If you've ridden all the usual suspects in Bear Mountain and Tanasi, this is a lesser-known and lesser-traveled loop with more of a backcountry feel and an adventurous fording of the Conasauga River.
The loop passes along the Georgia-Tennessee border beneath a dense forest canopy. The Iron Mountain Trail (#77)
was one of the earlier trails built with mountain biking in mind in the late 90's, and it's a shame it probably gets more equestrian use now.

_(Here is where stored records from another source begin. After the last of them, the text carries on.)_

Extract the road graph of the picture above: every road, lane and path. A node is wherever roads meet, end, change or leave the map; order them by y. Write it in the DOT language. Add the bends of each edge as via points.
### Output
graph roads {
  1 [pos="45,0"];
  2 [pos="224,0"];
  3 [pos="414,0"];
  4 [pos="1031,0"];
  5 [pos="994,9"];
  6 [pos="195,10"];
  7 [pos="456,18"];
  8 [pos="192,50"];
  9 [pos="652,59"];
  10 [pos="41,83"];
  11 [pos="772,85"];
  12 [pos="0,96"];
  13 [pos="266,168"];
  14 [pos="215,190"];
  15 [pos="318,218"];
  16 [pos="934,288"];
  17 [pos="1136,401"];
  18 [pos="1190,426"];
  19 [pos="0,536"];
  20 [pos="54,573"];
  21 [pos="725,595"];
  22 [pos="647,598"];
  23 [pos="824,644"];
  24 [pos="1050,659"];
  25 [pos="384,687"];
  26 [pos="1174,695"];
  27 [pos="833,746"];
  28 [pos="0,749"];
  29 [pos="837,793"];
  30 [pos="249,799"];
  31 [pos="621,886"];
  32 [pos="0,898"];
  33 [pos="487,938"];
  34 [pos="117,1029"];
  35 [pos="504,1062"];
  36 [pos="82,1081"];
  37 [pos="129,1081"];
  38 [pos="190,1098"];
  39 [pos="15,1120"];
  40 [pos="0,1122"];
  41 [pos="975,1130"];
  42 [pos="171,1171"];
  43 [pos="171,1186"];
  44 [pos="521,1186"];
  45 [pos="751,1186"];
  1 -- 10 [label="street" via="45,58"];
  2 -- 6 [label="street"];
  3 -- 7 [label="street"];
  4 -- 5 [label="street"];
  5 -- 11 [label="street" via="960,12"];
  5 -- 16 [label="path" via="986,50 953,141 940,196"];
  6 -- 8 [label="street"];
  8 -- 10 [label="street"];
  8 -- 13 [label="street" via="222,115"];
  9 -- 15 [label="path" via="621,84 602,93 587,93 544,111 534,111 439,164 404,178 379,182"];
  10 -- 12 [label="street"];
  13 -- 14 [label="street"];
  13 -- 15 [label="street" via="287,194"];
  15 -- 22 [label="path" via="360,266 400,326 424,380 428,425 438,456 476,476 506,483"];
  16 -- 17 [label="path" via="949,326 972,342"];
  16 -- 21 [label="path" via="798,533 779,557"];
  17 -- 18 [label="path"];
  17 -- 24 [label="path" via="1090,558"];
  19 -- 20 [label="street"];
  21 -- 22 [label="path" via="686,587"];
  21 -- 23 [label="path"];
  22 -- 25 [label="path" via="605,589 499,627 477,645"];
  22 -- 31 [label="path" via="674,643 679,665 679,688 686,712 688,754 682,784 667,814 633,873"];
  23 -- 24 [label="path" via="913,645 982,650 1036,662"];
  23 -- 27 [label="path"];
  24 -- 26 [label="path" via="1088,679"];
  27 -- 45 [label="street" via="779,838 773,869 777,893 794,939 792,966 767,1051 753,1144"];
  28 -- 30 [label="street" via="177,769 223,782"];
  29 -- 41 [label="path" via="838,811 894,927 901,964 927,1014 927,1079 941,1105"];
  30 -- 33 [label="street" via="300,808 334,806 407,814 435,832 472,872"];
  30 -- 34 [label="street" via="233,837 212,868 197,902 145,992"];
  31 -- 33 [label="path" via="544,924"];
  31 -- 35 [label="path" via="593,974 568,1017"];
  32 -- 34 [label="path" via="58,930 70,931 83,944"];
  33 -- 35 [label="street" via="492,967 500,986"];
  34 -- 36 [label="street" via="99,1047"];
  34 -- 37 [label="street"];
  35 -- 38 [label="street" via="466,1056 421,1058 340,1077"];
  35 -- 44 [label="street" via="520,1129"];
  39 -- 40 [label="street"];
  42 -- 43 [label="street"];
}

There are some challenging but very rideable climbs that lead to a couple of longer singletrack descents. After the second (and more difficult) fording of the Conasauga, the trail follows the shore of the river closely along an old rail bed. You'll have a great view of and access to many rapids, shoals, and swimming holes along the river. The ford (or one of the swimming holes) offers a great way to cool down on a hot summer day.
The second ford of the Conasauga River at the 7.5-mile mark is not recommended in high water (after a recent rain). I rode this on a relatively low flow day (200 cfs measured at USGS Gauge 2384500 downstream in Eton, GA: waterdata.usgs.gov/usa/nwis…
), and the river was 2.5-3 ft deep. The river bed is slick and irregular, so it would be easy to get knocked down in a strong current.
This loop doesn't get that much traffic (and probably gets more equestrian than bike traffic), except near the Conasauga River Trailhead. Expect some mucked up areas near the rivers from horses and possibly/probably downed trees along the trails.
This loop is definitely recommended in the clockwise direction to avoid a difficult climb up from the Conasauga River.
The loop starts near the USFS Cottonwood Patch Campground. There is a free day use parking area just outside the campground. The singletrack starts at the back of the campground. After a third of a mile paralleling the Conasauga, you'll ford the river for the first time. This ford isn't very deep and you might survive with dry feet. The exit on the other side is a little steep and can be hard to see, but there is a good trail on the other side. Shortly after the ford, you'll cross through a wildlife clearing.
This begins a 3.5-mile section of singletrack. The singletrack is built mostly along old road beds, but the roads haven't been in use for some time, and the singletrack can be narrow in places. The trail generally climbs for the first two miles, and a couple of the short climbs are filled with loose 2-4 inch rocks, but it is all rideable.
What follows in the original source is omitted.